*** Data to use

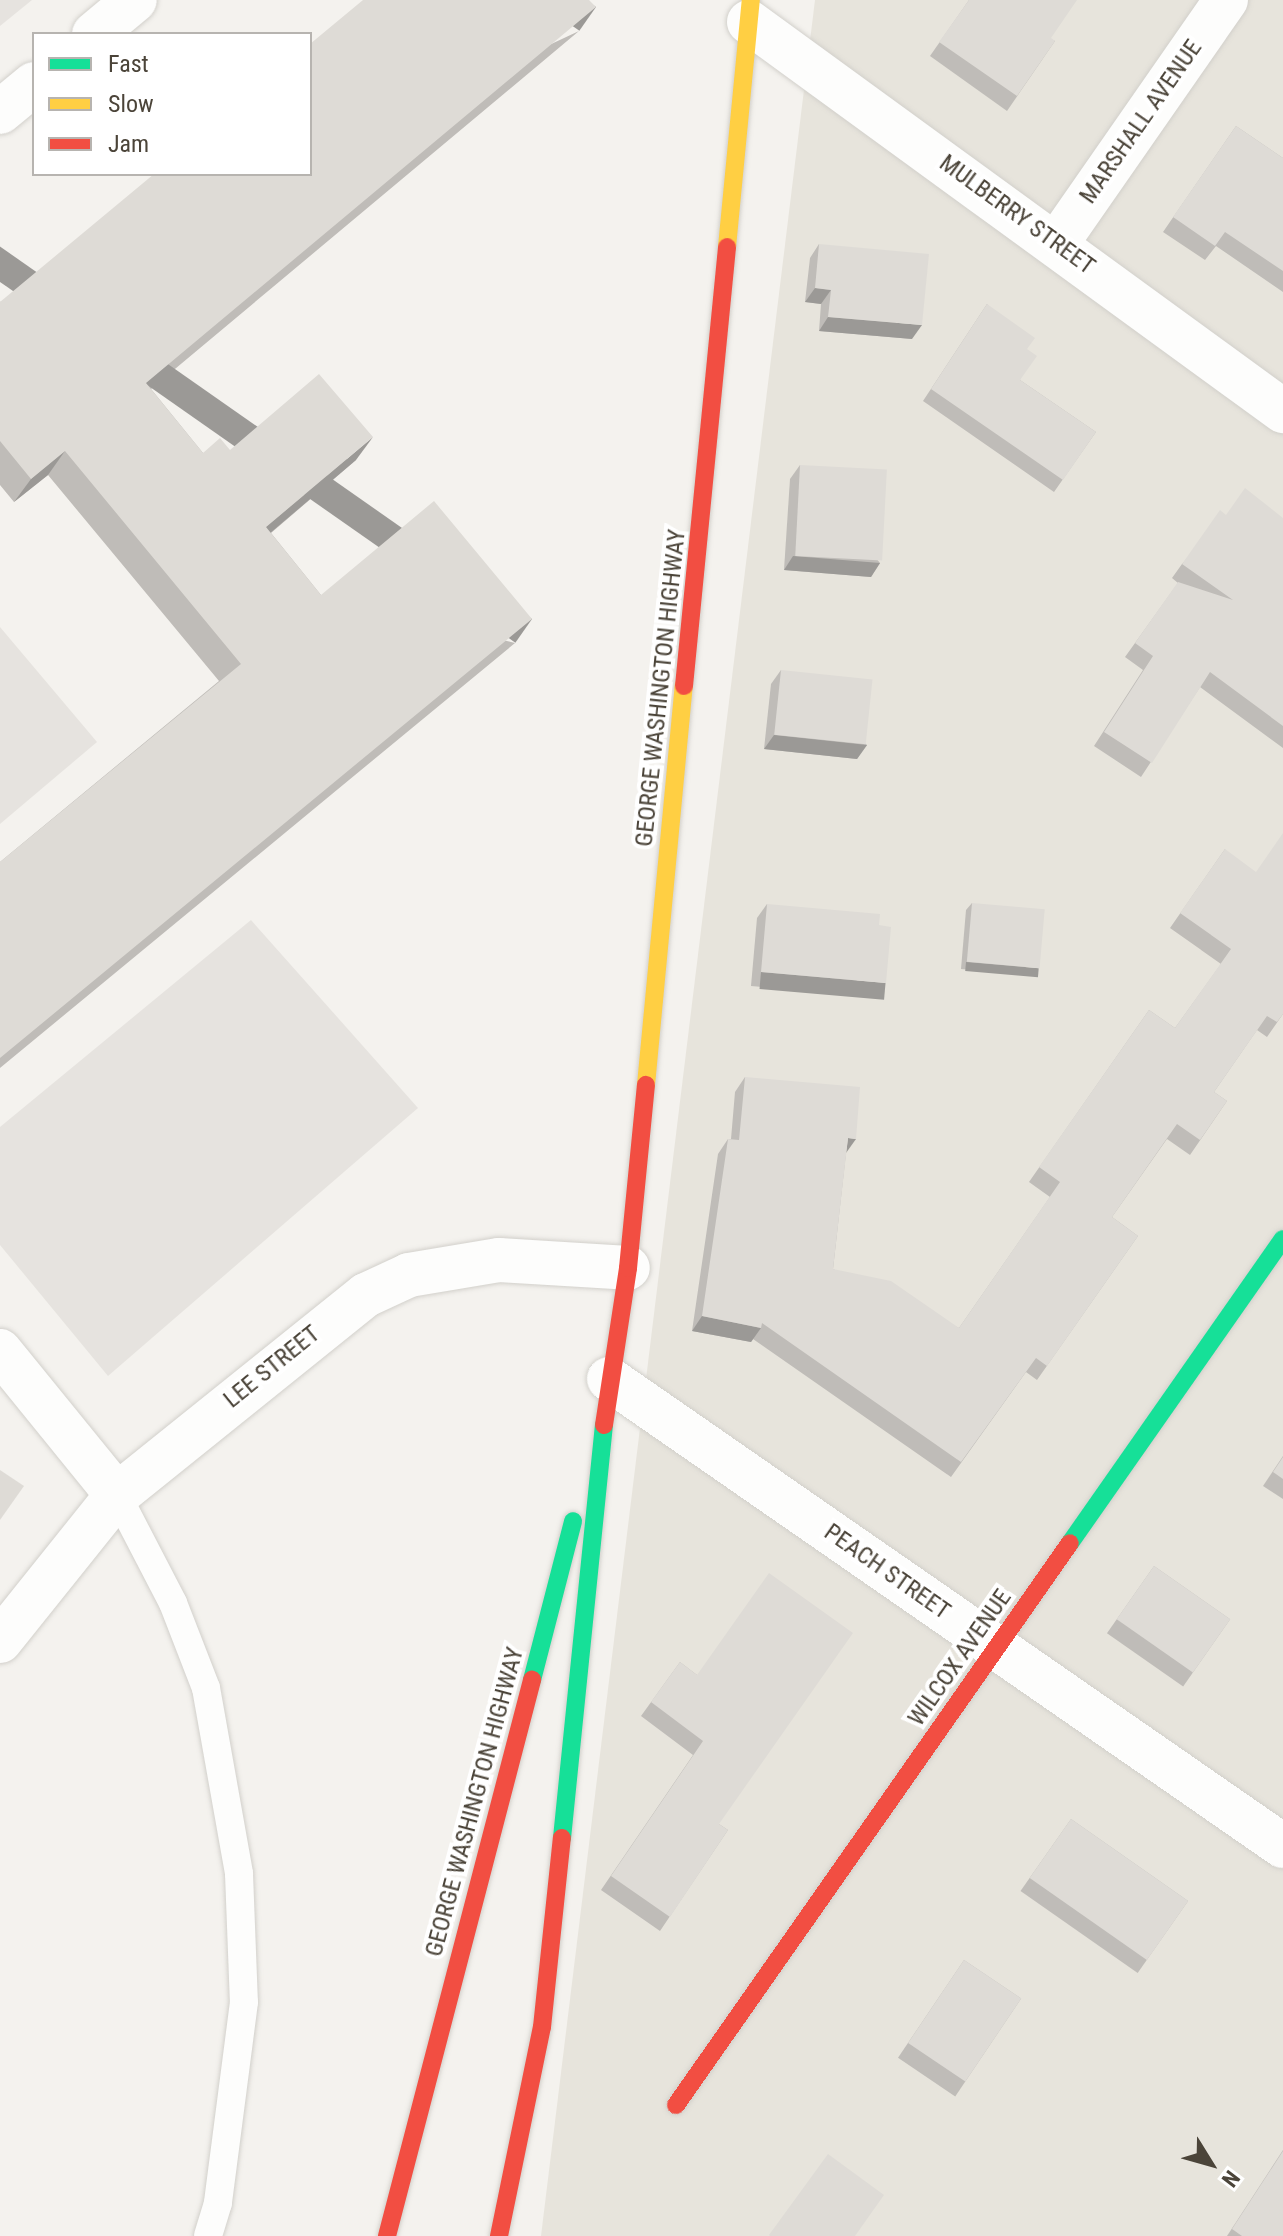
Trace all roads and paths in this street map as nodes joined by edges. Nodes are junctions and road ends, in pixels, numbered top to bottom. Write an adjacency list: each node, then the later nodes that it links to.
1 (135, 0): 4 (street)
2 (1226, 0): 7 (street, MARSHALL AVENUE)
3 (750, 11): 7 (street, MULBERRY STREET); 10 (main road, GEORGE WASHINGTON HIGHWAY)
4 (96, 32)
5 (32, 86): 6 (street)
6 (0, 112)
7 (1057, 243): 8 (street, MULBERRY STREET)
8 (1283, 411)
9 (1283, 1239): 15 (main road, WILCOX AVENUE)
10 (628, 1268): 12 (main road, GEORGE WASHINGTON HIGHWAY); 13 (street, LEE STREET)
11 (0, 1351): 13 (street)
12 (609, 1379): 15 (street, PEACH STREET); 19 (main road, GEORGE WASHINGTON HIGHWAY); 20 (main road, GEORGE WASHINGTON HIGHWAY)
13 (117, 1495): 14 (street, LEE STREET); 18 (lane)
14 (0, 1641)
15 (997, 1648): 16 (street, PEACH STREET); 17 (main road, WILCOX AVENUE)
16 (1283, 1846)
17 (676, 2105)
18 (208, 2236)
19 (387, 2236)
20 (499, 2236)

******

## Required action
All records above need to be returned exactly. Omit the pictures.

## Solution
Trace all roads and paths in this street map as nodes joined by edges. Nodes are junctions and road ends, in pixels, numbered top to bottom. Write an adjacency list: each node, then the later nodes that it links to.
1 (135, 0): 4 (street)
2 (1226, 0): 7 (street, MARSHALL AVENUE)
3 (750, 11): 7 (street, MULBERRY STREET); 10 (main road, GEORGE WASHINGTON HIGHWAY)
4 (96, 32)
5 (32, 86): 6 (street)
6 (0, 112)
7 (1057, 243): 8 (street, MULBERRY STREET)
8 (1283, 411)
9 (1283, 1239): 15 (main road, WILCOX AVENUE)
10 (628, 1268): 12 (main road, GEORGE WASHINGTON HIGHWAY); 13 (street, LEE STREET)
11 (0, 1351): 13 (street)
12 (609, 1379): 15 (street, PEACH STREET); 19 (main road, GEORGE WASHINGTON HIGHWAY); 20 (main road, GEORGE WASHINGTON HIGHWAY)
13 (117, 1495): 14 (street, LEE STREET); 18 (lane)
14 (0, 1641)
15 (997, 1648): 16 (street, PEACH STREET); 17 (main road, WILCOX AVENUE)
16 (1283, 1846)
17 (676, 2105)
18 (208, 2236)
19 (387, 2236)
20 (499, 2236)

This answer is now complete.